Task item:
Set down exactly the lines below, starting at the one that contains "middle dip: (858, 860)" and ending at the one that contains "pinky dip: (1126, 930)", with both of those lines included and nothing else.

[Dataset records]
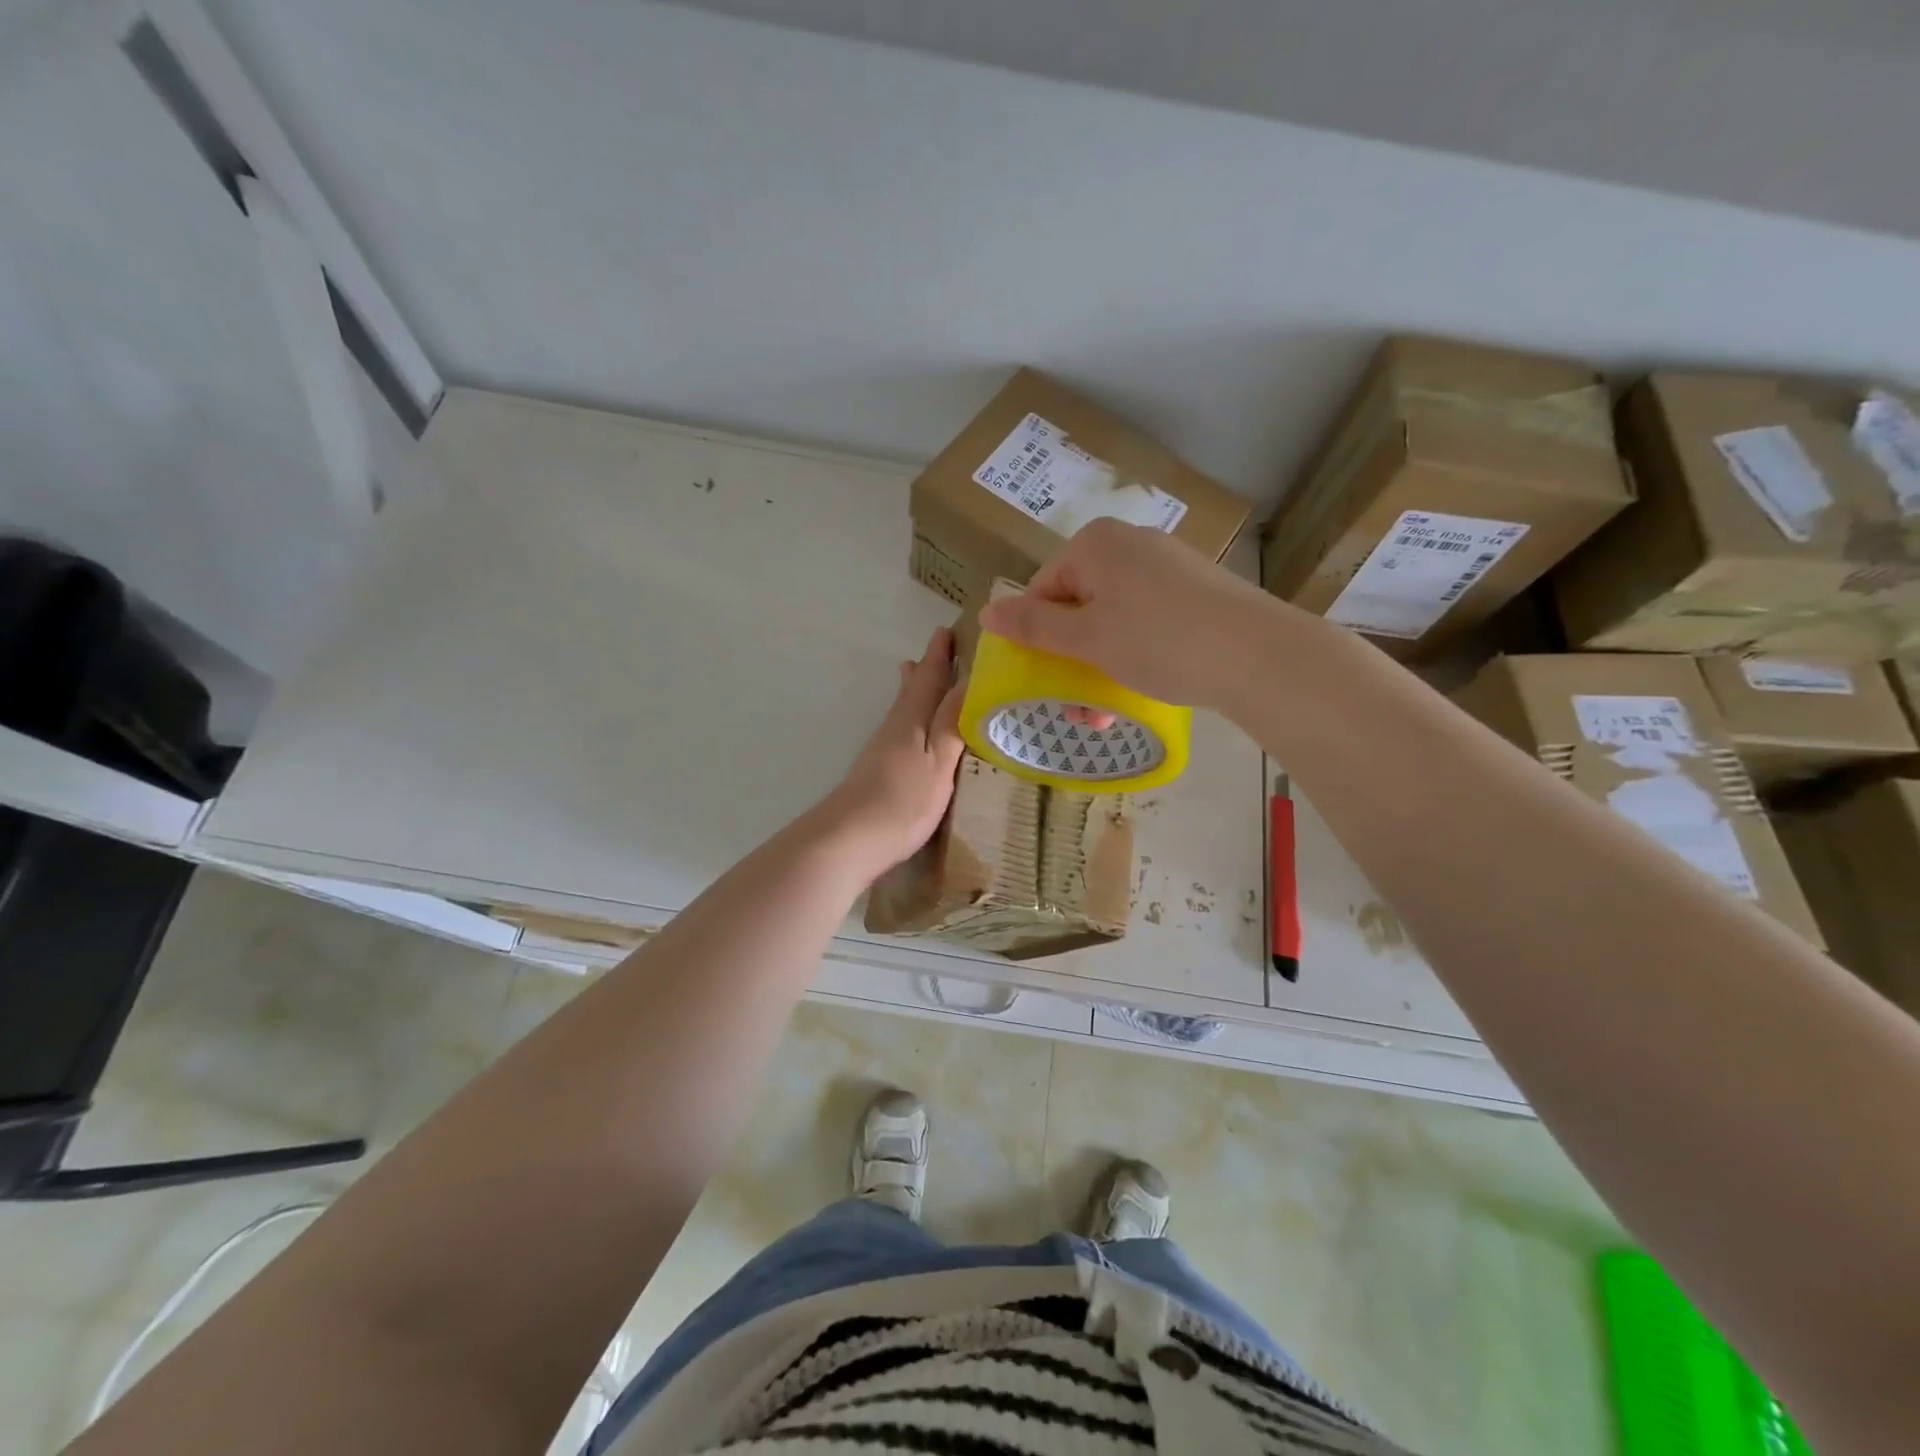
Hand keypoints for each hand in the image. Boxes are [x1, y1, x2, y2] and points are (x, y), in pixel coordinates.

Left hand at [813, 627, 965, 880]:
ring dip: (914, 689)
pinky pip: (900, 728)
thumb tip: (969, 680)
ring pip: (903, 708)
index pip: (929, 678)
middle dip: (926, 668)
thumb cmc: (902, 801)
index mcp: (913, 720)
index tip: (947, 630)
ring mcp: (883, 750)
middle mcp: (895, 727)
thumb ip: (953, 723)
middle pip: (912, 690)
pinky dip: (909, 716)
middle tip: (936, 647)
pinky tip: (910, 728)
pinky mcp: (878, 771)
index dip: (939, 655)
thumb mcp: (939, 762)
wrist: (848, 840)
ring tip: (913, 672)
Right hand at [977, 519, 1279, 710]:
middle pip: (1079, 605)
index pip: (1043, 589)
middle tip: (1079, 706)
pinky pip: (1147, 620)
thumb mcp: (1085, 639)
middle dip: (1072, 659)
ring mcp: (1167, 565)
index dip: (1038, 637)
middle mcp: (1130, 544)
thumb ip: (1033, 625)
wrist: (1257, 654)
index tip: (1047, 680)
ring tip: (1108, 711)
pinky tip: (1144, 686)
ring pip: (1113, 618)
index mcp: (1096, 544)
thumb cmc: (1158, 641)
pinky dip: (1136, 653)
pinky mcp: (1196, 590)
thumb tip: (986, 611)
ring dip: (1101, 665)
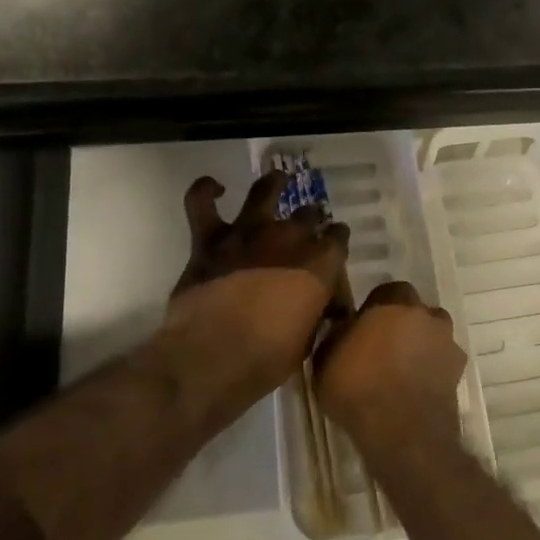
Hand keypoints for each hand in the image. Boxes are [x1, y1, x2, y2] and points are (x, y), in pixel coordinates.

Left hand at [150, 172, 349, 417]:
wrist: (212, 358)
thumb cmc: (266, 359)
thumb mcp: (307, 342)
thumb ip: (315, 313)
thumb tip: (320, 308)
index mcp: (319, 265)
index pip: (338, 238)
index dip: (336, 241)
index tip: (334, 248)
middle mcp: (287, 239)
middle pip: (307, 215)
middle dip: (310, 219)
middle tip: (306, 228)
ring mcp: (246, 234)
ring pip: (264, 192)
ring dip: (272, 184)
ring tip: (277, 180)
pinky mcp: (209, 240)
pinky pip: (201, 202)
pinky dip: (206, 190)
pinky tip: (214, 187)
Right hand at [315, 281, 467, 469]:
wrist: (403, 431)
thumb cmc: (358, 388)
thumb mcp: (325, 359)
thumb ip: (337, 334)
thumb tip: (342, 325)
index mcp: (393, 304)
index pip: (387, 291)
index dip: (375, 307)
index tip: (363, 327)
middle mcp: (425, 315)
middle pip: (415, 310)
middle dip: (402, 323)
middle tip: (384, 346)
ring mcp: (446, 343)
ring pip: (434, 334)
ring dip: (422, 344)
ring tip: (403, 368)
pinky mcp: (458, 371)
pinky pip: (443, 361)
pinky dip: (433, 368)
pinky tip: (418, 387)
---
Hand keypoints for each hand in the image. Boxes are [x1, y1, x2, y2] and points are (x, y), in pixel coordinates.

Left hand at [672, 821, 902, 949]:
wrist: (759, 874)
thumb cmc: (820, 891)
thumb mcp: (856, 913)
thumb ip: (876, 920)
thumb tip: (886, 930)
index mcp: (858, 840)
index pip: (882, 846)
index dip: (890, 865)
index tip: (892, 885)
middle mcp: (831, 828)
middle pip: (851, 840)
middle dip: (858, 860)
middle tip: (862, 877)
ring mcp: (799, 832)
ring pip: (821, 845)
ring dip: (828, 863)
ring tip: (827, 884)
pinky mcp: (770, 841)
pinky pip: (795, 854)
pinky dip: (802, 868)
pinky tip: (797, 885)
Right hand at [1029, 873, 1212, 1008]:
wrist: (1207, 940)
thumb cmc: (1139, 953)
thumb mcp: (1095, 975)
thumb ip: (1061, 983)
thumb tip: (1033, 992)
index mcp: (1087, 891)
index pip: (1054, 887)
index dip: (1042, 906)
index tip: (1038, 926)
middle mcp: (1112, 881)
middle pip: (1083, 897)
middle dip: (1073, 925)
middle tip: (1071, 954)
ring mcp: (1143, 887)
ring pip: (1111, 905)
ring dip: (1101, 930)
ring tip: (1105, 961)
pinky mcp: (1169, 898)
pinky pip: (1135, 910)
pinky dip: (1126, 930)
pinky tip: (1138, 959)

Result below:
middle dip: (858, 860)
middle tip: (862, 877)
ring mcp: (799, 832)
ring pip: (821, 845)
ring dip: (828, 863)
ring tip: (827, 884)
pinky mcp: (770, 841)
pinky pip: (795, 854)
pinky dip: (802, 868)
pinky tip: (797, 885)
Right hand at [1029, 873, 1212, 1008]:
wrist: (1207, 940)
thumb cmc: (1139, 953)
thumb mcp: (1095, 975)
thumb ip: (1061, 983)
thumb tip: (1033, 992)
index mcp: (1087, 891)
index pip: (1054, 887)
index dip: (1042, 906)
index tip: (1038, 926)
middle mcp: (1112, 881)
middle pip: (1083, 897)
middle dip: (1073, 925)
middle tip: (1071, 954)
ring mcp: (1143, 887)
ring pip: (1111, 905)
ring dip: (1101, 930)
ring tip: (1105, 961)
pinky mcp: (1169, 898)
pinky pip: (1135, 910)
pinky dip: (1126, 930)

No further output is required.